For every line in the records that has the word "ВУЛИЦЯ", make a copy.

▬▬▬▬▬▬▬▬▬▬

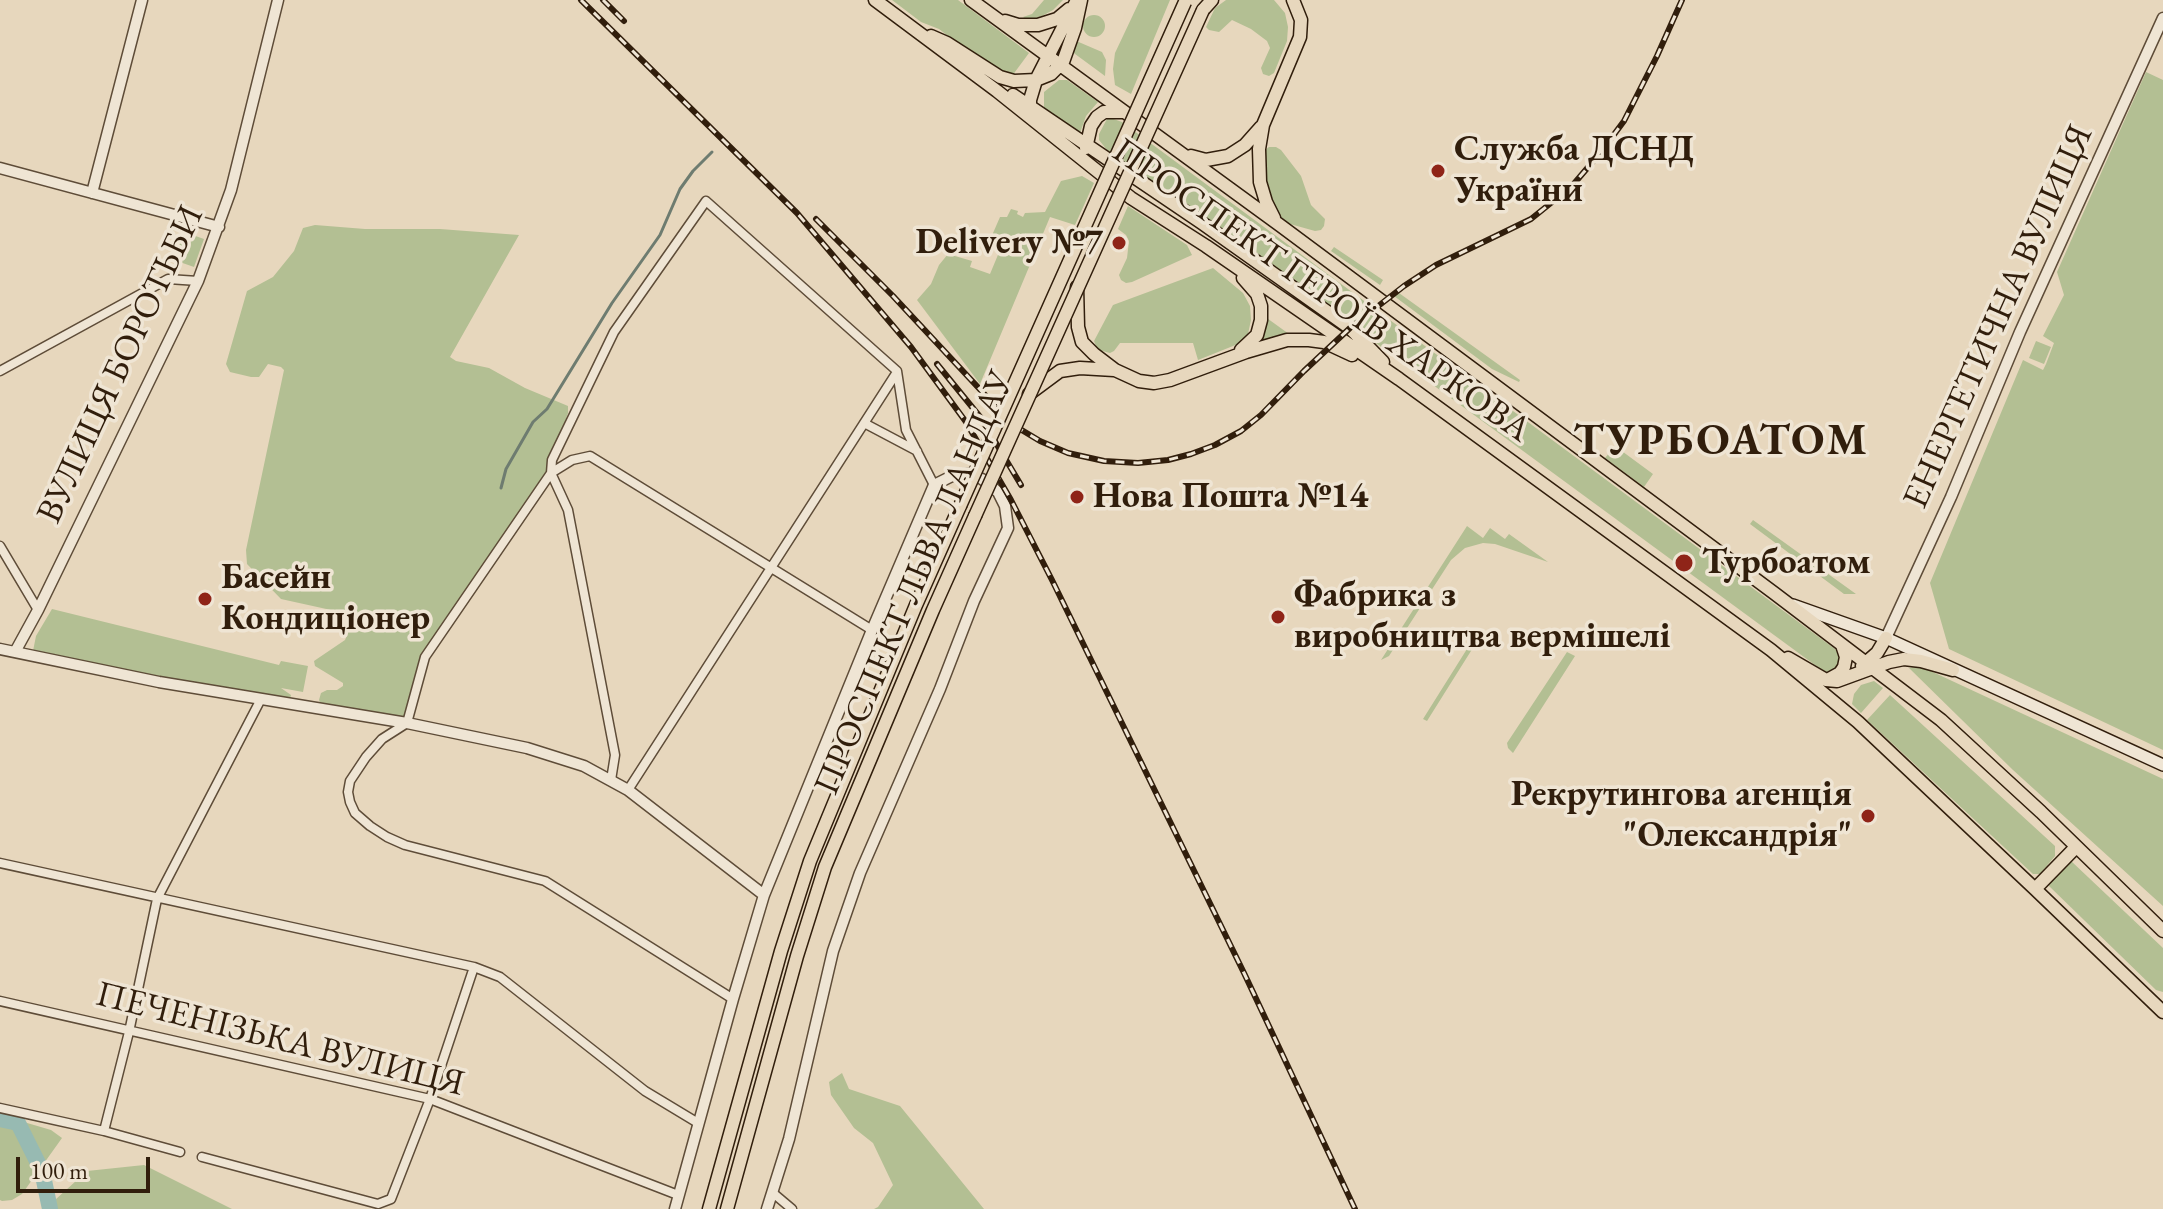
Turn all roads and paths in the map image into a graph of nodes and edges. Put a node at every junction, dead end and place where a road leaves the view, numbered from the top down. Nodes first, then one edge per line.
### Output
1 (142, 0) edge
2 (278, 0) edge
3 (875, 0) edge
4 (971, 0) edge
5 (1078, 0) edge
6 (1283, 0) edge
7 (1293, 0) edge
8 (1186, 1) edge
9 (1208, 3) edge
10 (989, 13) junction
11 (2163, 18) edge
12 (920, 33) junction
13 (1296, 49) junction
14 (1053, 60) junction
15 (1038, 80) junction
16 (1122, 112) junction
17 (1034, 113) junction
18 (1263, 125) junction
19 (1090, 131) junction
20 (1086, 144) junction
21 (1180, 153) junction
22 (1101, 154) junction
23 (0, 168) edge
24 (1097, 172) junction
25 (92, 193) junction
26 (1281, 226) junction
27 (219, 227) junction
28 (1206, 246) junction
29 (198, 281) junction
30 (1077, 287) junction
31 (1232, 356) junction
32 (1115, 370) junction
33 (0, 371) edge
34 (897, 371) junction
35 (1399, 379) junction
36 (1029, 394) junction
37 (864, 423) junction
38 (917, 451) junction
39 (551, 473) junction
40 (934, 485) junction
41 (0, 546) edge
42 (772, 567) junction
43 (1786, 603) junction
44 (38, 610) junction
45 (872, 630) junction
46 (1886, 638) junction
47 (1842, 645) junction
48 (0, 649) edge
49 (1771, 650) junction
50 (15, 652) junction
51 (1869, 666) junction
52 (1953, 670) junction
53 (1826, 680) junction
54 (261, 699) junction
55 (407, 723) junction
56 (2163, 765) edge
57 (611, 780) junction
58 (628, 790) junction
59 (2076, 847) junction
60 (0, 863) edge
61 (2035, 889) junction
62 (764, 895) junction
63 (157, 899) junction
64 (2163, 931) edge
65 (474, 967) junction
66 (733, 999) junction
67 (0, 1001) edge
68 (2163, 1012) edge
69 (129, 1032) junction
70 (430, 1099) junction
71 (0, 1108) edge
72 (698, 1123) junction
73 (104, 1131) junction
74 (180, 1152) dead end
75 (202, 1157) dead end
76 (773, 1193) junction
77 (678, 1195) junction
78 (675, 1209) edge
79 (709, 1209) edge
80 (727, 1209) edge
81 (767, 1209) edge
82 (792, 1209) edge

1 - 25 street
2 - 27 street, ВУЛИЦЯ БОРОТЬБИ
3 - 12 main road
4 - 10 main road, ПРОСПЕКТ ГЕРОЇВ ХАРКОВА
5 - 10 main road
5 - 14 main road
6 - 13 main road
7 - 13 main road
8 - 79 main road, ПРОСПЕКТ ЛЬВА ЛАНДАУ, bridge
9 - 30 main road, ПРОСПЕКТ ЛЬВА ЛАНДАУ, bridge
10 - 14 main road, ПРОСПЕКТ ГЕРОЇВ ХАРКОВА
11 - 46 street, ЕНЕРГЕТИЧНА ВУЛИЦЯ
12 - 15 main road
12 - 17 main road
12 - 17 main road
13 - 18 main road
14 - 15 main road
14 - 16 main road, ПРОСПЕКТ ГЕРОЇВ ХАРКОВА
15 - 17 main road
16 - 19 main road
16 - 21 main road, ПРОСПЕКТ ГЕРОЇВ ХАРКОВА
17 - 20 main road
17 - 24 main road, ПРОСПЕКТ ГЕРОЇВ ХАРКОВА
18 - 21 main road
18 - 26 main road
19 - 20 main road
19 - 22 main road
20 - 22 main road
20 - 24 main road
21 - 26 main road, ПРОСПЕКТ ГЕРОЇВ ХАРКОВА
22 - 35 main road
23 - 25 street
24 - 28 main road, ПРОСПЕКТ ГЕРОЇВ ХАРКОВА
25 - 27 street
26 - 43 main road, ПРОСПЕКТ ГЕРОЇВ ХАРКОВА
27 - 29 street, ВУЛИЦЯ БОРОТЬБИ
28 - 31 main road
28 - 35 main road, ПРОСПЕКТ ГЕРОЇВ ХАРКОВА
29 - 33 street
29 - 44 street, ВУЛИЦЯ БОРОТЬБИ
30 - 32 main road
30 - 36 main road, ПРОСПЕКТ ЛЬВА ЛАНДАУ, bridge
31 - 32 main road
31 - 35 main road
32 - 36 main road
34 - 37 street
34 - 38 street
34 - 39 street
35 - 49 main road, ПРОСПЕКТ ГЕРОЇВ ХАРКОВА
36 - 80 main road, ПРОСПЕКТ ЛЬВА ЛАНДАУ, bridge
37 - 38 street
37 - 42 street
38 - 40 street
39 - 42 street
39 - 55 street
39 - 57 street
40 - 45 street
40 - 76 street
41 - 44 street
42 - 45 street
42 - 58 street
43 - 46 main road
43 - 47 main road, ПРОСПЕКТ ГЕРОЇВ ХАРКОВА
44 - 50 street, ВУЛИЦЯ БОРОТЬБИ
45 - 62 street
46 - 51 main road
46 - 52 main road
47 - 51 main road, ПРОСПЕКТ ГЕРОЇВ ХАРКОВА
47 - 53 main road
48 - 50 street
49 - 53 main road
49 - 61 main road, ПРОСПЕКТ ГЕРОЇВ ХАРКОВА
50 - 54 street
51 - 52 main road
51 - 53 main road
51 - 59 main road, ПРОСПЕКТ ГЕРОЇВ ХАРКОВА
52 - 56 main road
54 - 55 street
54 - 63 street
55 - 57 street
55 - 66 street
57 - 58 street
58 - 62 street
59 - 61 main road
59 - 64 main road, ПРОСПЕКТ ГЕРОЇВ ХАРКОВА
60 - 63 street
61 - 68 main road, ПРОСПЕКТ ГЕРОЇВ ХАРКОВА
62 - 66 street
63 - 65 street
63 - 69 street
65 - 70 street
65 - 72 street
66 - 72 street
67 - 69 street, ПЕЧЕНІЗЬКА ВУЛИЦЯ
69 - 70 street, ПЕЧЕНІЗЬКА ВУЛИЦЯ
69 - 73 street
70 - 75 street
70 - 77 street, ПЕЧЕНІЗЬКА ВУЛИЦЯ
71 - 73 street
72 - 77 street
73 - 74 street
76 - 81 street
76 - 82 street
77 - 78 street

▬▬▬▬▬▬▬▬▬▬

> [SOLUTION TO THIS PROBLEM]
2 - 27 street, ВУЛИЦЯ БОРОТЬБИ
11 - 46 street, ЕНЕРГЕТИЧНА ВУЛИЦЯ
27 - 29 street, ВУЛИЦЯ БОРОТЬБИ
29 - 44 street, ВУЛИЦЯ БОРОТЬБИ
44 - 50 street, ВУЛИЦЯ БОРОТЬБИ
67 - 69 street, ПЕЧЕНІЗЬКА ВУЛИЦЯ
69 - 70 street, ПЕЧЕНІЗЬКА ВУЛИЦЯ
70 - 77 street, ПЕЧЕНІЗЬКА ВУЛИЦЯ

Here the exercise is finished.